INSTRUCTIONS FOR THE TASK:
Reproduce all entries precisely as they are written.

Stored data:
+++

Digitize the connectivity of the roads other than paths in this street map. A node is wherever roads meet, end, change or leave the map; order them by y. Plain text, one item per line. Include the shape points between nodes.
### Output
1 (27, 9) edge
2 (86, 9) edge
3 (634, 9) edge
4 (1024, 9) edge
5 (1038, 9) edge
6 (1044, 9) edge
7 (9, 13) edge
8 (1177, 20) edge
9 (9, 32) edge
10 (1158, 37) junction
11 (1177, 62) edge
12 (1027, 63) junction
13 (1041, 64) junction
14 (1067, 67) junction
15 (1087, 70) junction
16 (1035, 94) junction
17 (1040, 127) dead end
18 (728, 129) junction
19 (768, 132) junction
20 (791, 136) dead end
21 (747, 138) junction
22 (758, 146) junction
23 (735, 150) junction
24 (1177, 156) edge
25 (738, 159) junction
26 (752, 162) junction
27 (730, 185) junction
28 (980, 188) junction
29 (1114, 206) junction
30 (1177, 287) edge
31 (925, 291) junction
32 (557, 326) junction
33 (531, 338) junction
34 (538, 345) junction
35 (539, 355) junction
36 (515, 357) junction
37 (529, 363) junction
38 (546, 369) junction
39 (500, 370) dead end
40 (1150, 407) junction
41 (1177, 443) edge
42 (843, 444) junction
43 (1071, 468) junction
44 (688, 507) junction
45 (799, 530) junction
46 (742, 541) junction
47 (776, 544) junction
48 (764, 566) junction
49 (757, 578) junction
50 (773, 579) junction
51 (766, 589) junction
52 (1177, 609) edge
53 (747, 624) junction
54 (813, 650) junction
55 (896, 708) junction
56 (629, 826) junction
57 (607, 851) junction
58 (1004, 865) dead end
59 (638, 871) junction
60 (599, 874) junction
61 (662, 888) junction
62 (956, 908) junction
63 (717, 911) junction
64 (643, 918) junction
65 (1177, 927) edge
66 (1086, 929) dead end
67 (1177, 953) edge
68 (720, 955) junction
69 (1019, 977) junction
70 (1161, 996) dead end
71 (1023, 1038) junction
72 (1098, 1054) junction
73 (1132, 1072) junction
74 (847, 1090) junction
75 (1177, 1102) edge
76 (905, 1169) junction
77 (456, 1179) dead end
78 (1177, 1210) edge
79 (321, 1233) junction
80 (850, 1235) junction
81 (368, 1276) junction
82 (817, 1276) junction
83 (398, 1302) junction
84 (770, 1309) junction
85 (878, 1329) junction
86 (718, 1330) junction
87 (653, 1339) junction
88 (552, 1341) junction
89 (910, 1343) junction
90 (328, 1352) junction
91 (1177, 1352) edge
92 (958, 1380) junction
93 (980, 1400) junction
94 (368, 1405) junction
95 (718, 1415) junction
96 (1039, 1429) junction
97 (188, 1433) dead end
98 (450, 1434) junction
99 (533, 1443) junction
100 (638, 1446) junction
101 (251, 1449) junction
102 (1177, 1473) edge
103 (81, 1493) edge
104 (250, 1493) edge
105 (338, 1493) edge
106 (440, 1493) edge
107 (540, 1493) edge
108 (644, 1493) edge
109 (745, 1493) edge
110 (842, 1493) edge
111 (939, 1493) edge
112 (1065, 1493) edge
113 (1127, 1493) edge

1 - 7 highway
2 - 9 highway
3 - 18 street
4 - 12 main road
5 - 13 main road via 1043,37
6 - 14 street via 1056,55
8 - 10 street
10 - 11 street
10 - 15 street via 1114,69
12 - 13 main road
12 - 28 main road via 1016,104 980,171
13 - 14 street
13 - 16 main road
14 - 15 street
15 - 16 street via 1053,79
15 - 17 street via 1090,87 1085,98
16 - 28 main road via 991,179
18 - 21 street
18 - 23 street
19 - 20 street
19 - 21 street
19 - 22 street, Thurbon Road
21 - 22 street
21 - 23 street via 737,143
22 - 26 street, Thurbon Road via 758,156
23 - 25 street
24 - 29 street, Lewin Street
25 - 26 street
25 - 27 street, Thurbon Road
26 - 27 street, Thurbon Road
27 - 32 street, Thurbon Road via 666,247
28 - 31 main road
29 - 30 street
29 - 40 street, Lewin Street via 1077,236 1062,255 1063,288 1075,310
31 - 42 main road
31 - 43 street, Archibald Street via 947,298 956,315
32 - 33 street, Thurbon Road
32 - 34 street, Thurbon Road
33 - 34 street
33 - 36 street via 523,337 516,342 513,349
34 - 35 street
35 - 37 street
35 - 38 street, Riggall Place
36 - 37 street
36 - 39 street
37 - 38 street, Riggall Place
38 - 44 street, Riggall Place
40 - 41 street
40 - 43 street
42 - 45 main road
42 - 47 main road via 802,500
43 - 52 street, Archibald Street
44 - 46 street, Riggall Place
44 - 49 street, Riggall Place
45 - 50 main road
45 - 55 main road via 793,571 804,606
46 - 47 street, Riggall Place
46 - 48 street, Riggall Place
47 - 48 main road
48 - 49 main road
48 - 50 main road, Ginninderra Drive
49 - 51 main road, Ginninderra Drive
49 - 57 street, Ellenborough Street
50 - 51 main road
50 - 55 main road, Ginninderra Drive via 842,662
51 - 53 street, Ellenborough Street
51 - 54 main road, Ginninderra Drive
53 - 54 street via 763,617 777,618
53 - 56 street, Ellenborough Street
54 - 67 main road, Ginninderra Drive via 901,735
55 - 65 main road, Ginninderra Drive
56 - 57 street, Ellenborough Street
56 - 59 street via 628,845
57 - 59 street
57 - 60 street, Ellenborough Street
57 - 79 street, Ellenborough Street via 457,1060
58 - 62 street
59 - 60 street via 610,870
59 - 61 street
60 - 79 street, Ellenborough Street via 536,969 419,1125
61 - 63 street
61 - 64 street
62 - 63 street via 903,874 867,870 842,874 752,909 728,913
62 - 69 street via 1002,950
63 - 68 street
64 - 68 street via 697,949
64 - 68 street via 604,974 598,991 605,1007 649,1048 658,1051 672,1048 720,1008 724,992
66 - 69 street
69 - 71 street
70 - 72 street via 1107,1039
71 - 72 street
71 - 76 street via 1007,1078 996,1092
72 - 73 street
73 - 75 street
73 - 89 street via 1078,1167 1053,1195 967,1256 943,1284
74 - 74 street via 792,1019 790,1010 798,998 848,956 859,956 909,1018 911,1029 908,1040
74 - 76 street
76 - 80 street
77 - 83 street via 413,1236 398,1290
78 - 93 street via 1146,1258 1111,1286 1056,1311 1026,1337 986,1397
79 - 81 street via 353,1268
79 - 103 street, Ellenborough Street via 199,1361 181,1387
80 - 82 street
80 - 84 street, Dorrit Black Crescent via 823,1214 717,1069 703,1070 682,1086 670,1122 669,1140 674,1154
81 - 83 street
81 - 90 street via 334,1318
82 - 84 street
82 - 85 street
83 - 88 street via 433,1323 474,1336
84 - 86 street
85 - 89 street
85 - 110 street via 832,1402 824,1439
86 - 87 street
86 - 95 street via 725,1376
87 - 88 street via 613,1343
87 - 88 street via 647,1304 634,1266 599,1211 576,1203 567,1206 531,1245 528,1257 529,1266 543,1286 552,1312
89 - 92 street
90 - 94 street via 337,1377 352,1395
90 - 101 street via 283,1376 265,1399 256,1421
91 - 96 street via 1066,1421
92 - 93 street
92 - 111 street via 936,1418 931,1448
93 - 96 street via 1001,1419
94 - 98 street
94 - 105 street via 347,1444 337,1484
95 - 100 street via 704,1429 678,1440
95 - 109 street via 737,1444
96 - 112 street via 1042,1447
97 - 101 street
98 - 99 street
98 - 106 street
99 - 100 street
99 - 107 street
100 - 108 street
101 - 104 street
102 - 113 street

+++

RESULT OF THIS EXERCISE:
Digitize the connectivity of the roads other than paths in this street map. A node is wherever roads meet, end, change or leave the map; order them by y. Plain text, one item per line. Include the shape points between nodes.
### Output
1 (27, 9) edge
2 (86, 9) edge
3 (634, 9) edge
4 (1024, 9) edge
5 (1038, 9) edge
6 (1044, 9) edge
7 (9, 13) edge
8 (1177, 20) edge
9 (9, 32) edge
10 (1158, 37) junction
11 (1177, 62) edge
12 (1027, 63) junction
13 (1041, 64) junction
14 (1067, 67) junction
15 (1087, 70) junction
16 (1035, 94) junction
17 (1040, 127) dead end
18 (728, 129) junction
19 (768, 132) junction
20 (791, 136) dead end
21 (747, 138) junction
22 (758, 146) junction
23 (735, 150) junction
24 (1177, 156) edge
25 (738, 159) junction
26 (752, 162) junction
27 (730, 185) junction
28 (980, 188) junction
29 (1114, 206) junction
30 (1177, 287) edge
31 (925, 291) junction
32 (557, 326) junction
33 (531, 338) junction
34 (538, 345) junction
35 (539, 355) junction
36 (515, 357) junction
37 (529, 363) junction
38 (546, 369) junction
39 (500, 370) dead end
40 (1150, 407) junction
41 (1177, 443) edge
42 (843, 444) junction
43 (1071, 468) junction
44 (688, 507) junction
45 (799, 530) junction
46 (742, 541) junction
47 (776, 544) junction
48 (764, 566) junction
49 (757, 578) junction
50 (773, 579) junction
51 (766, 589) junction
52 (1177, 609) edge
53 (747, 624) junction
54 (813, 650) junction
55 (896, 708) junction
56 (629, 826) junction
57 (607, 851) junction
58 (1004, 865) dead end
59 (638, 871) junction
60 (599, 874) junction
61 (662, 888) junction
62 (956, 908) junction
63 (717, 911) junction
64 (643, 918) junction
65 (1177, 927) edge
66 (1086, 929) dead end
67 (1177, 953) edge
68 (720, 955) junction
69 (1019, 977) junction
70 (1161, 996) dead end
71 (1023, 1038) junction
72 (1098, 1054) junction
73 (1132, 1072) junction
74 (847, 1090) junction
75 (1177, 1102) edge
76 (905, 1169) junction
77 (456, 1179) dead end
78 (1177, 1210) edge
79 (321, 1233) junction
80 (850, 1235) junction
81 (368, 1276) junction
82 (817, 1276) junction
83 (398, 1302) junction
84 (770, 1309) junction
85 (878, 1329) junction
86 (718, 1330) junction
87 (653, 1339) junction
88 (552, 1341) junction
89 (910, 1343) junction
90 (328, 1352) junction
91 (1177, 1352) edge
92 (958, 1380) junction
93 (980, 1400) junction
94 (368, 1405) junction
95 (718, 1415) junction
96 (1039, 1429) junction
97 (188, 1433) dead end
98 (450, 1434) junction
99 (533, 1443) junction
100 (638, 1446) junction
101 (251, 1449) junction
102 (1177, 1473) edge
103 (81, 1493) edge
104 (250, 1493) edge
105 (338, 1493) edge
106 (440, 1493) edge
107 (540, 1493) edge
108 (644, 1493) edge
109 (745, 1493) edge
110 (842, 1493) edge
111 (939, 1493) edge
112 (1065, 1493) edge
113 (1127, 1493) edge

1 - 7 highway
2 - 9 highway
3 - 18 street
4 - 12 main road
5 - 13 main road via 1043,37
6 - 14 street via 1056,55
8 - 10 street
10 - 11 street
10 - 15 street via 1114,69
12 - 13 main road
12 - 28 main road via 1016,104 980,171
13 - 14 street
13 - 16 main road
14 - 15 street
15 - 16 street via 1053,79
15 - 17 street via 1090,87 1085,98
16 - 28 main road via 991,179
18 - 21 street
18 - 23 street
19 - 20 street
19 - 21 street
19 - 22 street, Thurbon Road
21 - 22 street
21 - 23 street via 737,143
22 - 26 street, Thurbon Road via 758,156
23 - 25 street
24 - 29 street, Lewin Street
25 - 26 street
25 - 27 street, Thurbon Road
26 - 27 street, Thurbon Road
27 - 32 street, Thurbon Road via 666,247
28 - 31 main road
29 - 30 street
29 - 40 street, Lewin Street via 1077,236 1062,255 1063,288 1075,310
31 - 42 main road
31 - 43 street, Archibald Street via 947,298 956,315
32 - 33 street, Thurbon Road
32 - 34 street, Thurbon Road
33 - 34 street
33 - 36 street via 523,337 516,342 513,349
34 - 35 street
35 - 37 street
35 - 38 street, Riggall Place
36 - 37 street
36 - 39 street
37 - 38 street, Riggall Place
38 - 44 street, Riggall Place
40 - 41 street
40 - 43 street
42 - 45 main road
42 - 47 main road via 802,500
43 - 52 street, Archibald Street
44 - 46 street, Riggall Place
44 - 49 street, Riggall Place
45 - 50 main road
45 - 55 main road via 793,571 804,606
46 - 47 street, Riggall Place
46 - 48 street, Riggall Place
47 - 48 main road
48 - 49 main road
48 - 50 main road, Ginninderra Drive
49 - 51 main road, Ginninderra Drive
49 - 57 street, Ellenborough Street
50 - 51 main road
50 - 55 main road, Ginninderra Drive via 842,662
51 - 53 street, Ellenborough Street
51 - 54 main road, Ginninderra Drive
53 - 54 street via 763,617 777,618
53 - 56 street, Ellenborough Street
54 - 67 main road, Ginninderra Drive via 901,735
55 - 65 main road, Ginninderra Drive
56 - 57 street, Ellenborough Street
56 - 59 street via 628,845
57 - 59 street
57 - 60 street, Ellenborough Street
57 - 79 street, Ellenborough Street via 457,1060
58 - 62 street
59 - 60 street via 610,870
59 - 61 street
60 - 79 street, Ellenborough Street via 536,969 419,1125
61 - 63 street
61 - 64 street
62 - 63 street via 903,874 867,870 842,874 752,909 728,913
62 - 69 street via 1002,950
63 - 68 street
64 - 68 street via 697,949
64 - 68 street via 604,974 598,991 605,1007 649,1048 658,1051 672,1048 720,1008 724,992
66 - 69 street
69 - 71 street
70 - 72 street via 1107,1039
71 - 72 street
71 - 76 street via 1007,1078 996,1092
72 - 73 street
73 - 75 street
73 - 89 street via 1078,1167 1053,1195 967,1256 943,1284
74 - 74 street via 792,1019 790,1010 798,998 848,956 859,956 909,1018 911,1029 908,1040
74 - 76 street
76 - 80 street
77 - 83 street via 413,1236 398,1290
78 - 93 street via 1146,1258 1111,1286 1056,1311 1026,1337 986,1397
79 - 81 street via 353,1268
79 - 103 street, Ellenborough Street via 199,1361 181,1387
80 - 82 street
80 - 84 street, Dorrit Black Crescent via 823,1214 717,1069 703,1070 682,1086 670,1122 669,1140 674,1154
81 - 83 street
81 - 90 street via 334,1318
82 - 84 street
82 - 85 street
83 - 88 street via 433,1323 474,1336
84 - 86 street
85 - 89 street
85 - 110 street via 832,1402 824,1439
86 - 87 street
86 - 95 street via 725,1376
87 - 88 street via 613,1343
87 - 88 street via 647,1304 634,1266 599,1211 576,1203 567,1206 531,1245 528,1257 529,1266 543,1286 552,1312
89 - 92 street
90 - 94 street via 337,1377 352,1395
90 - 101 street via 283,1376 265,1399 256,1421
91 - 96 street via 1066,1421
92 - 93 street
92 - 111 street via 936,1418 931,1448
93 - 96 street via 1001,1419
94 - 98 street
94 - 105 street via 347,1444 337,1484
95 - 100 street via 704,1429 678,1440
95 - 109 street via 737,1444
96 - 112 street via 1042,1447
97 - 101 street
98 - 99 street
98 - 106 street
99 - 100 street
99 - 107 street
100 - 108 street
101 - 104 street
102 - 113 street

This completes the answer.